** Opening SUPPLIED ENTRIES block **
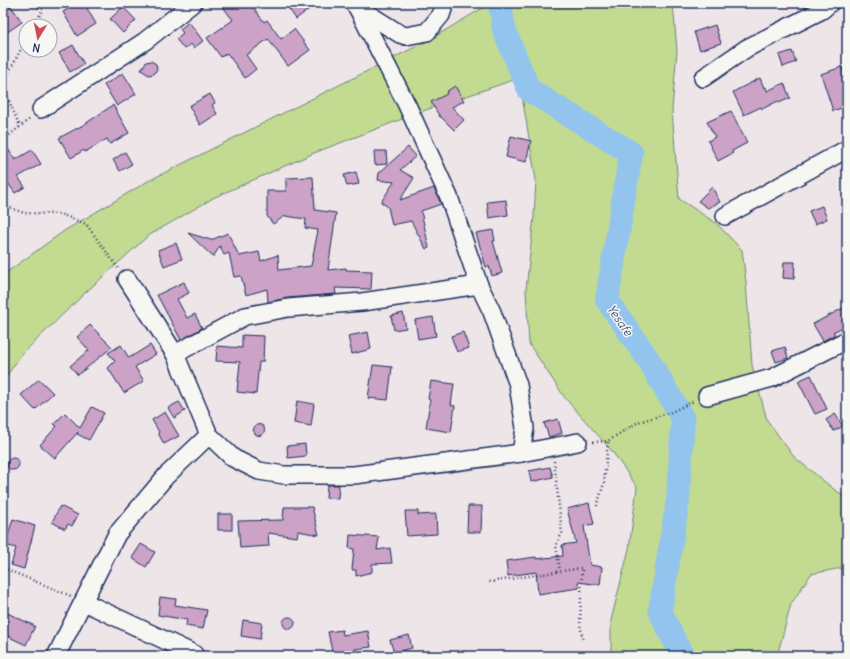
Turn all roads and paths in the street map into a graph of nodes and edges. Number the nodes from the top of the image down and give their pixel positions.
1 (27, 3) edge
2 (193, 3) edge
3 (445, 3) edge
4 (830, 3) edge
5 (355, 5) edge
6 (38, 18) edge
7 (18, 55) edge
8 (702, 78) dead end
9 (3, 83) edge
10 (3, 86) edge
11 (41, 110) joint
12 (20, 127) junction
13 (3, 140) edge
14 (847, 149) edge
15 (3, 205) edge
16 (725, 216) dead end
17 (127, 279) joint
18 (479, 285) junction
19 (847, 340) edge
20 (175, 354) junction
21 (701, 398) joint
22 (210, 435) junction
23 (578, 442) dead end
24 (552, 447) junction
25 (521, 452) junction
26 (597, 506) dead end
27 (3, 568) edge
28 (560, 571) junction
29 (489, 582) dead end
30 (84, 602) junction
31 (583, 640) dead end
32 (194, 654) dead end
33 (56, 656) edge

1 - 6 path
2 - 11 street
3 - 5 street
4 - 8 street
5 - 18 street
7 - 9 path
10 - 12 path
11 - 12 path
12 - 13 path
14 - 16 street
15 - 17 path
17 - 20 street
18 - 20 street
18 - 25 street
19 - 21 street
20 - 22 street
21 - 26 path
22 - 25 street
22 - 30 street
23 - 24 street
24 - 25 street
24 - 28 path
27 - 30 path
28 - 29 path
28 - 31 path
30 - 32 street
30 - 33 street

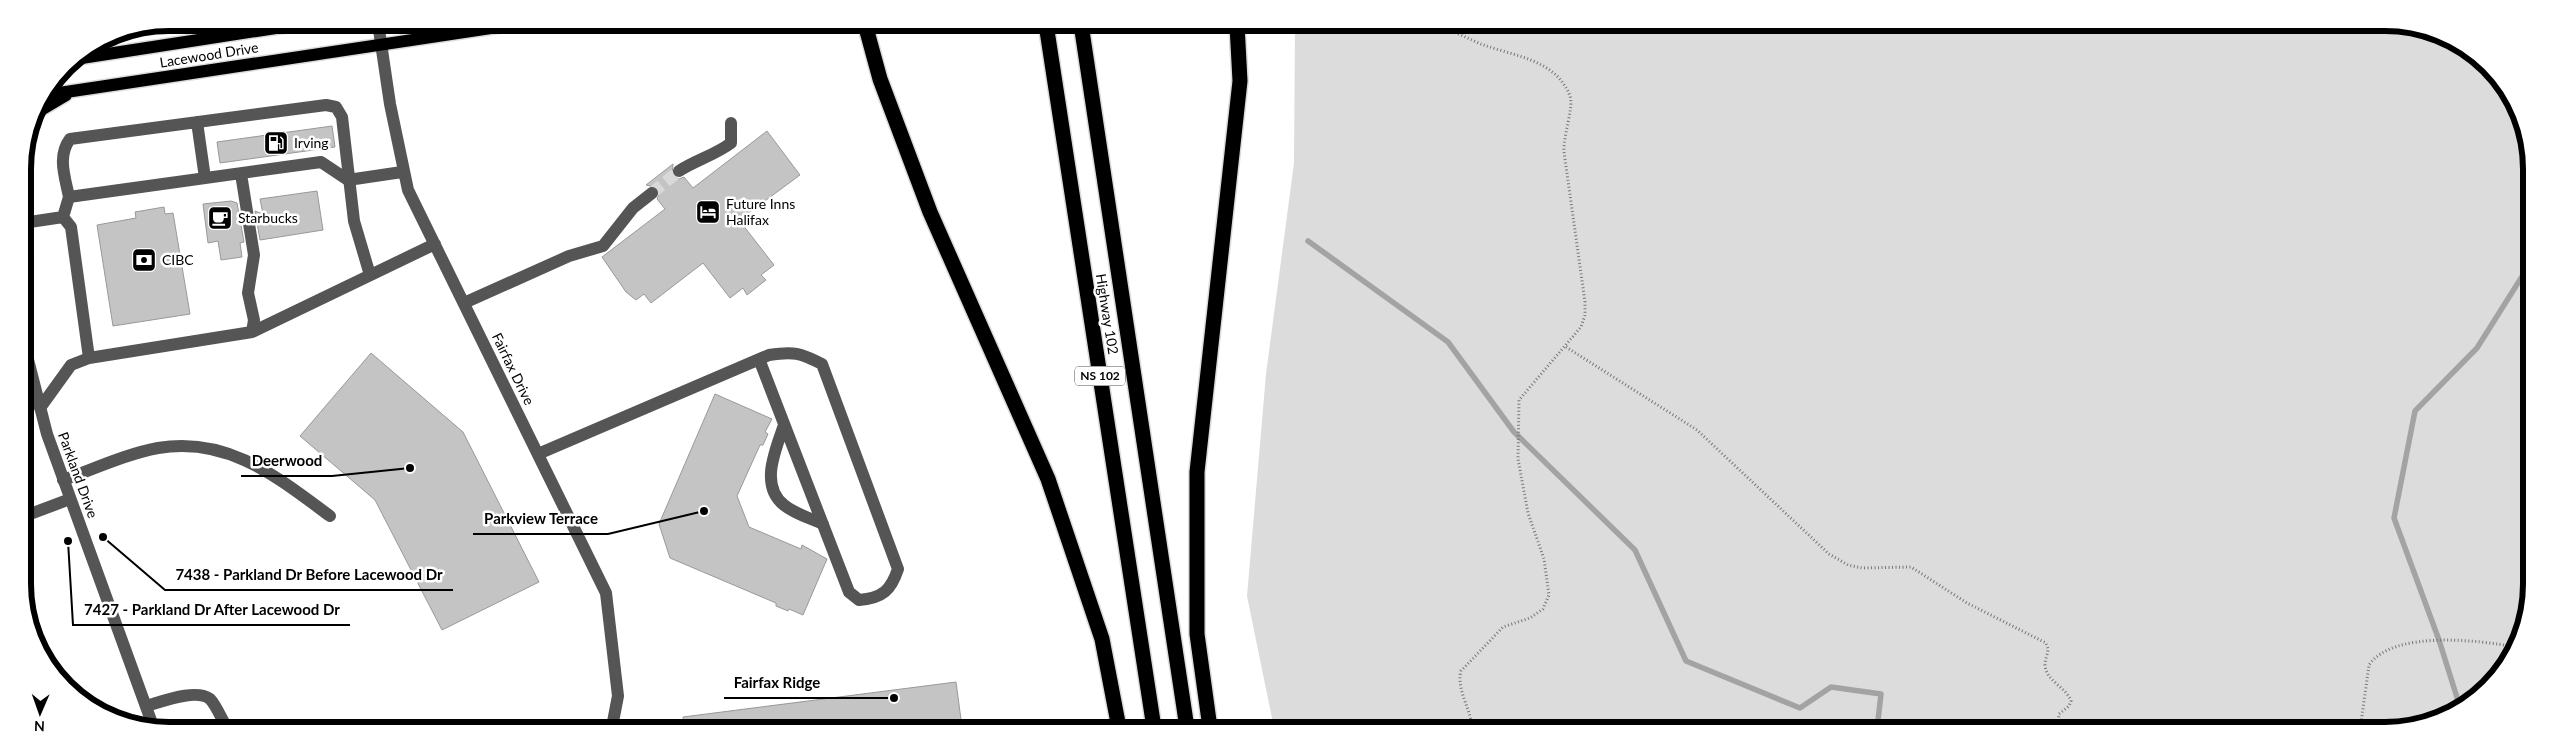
** Closing SUPPLIED ENTRIES block **
▶ **WHAT YOU HAVE TO DO**
Counting only lines with the word "joint" in them, say how many there are in the entries above, with no other words.

▶ **EXERCISE OUTPUT**
3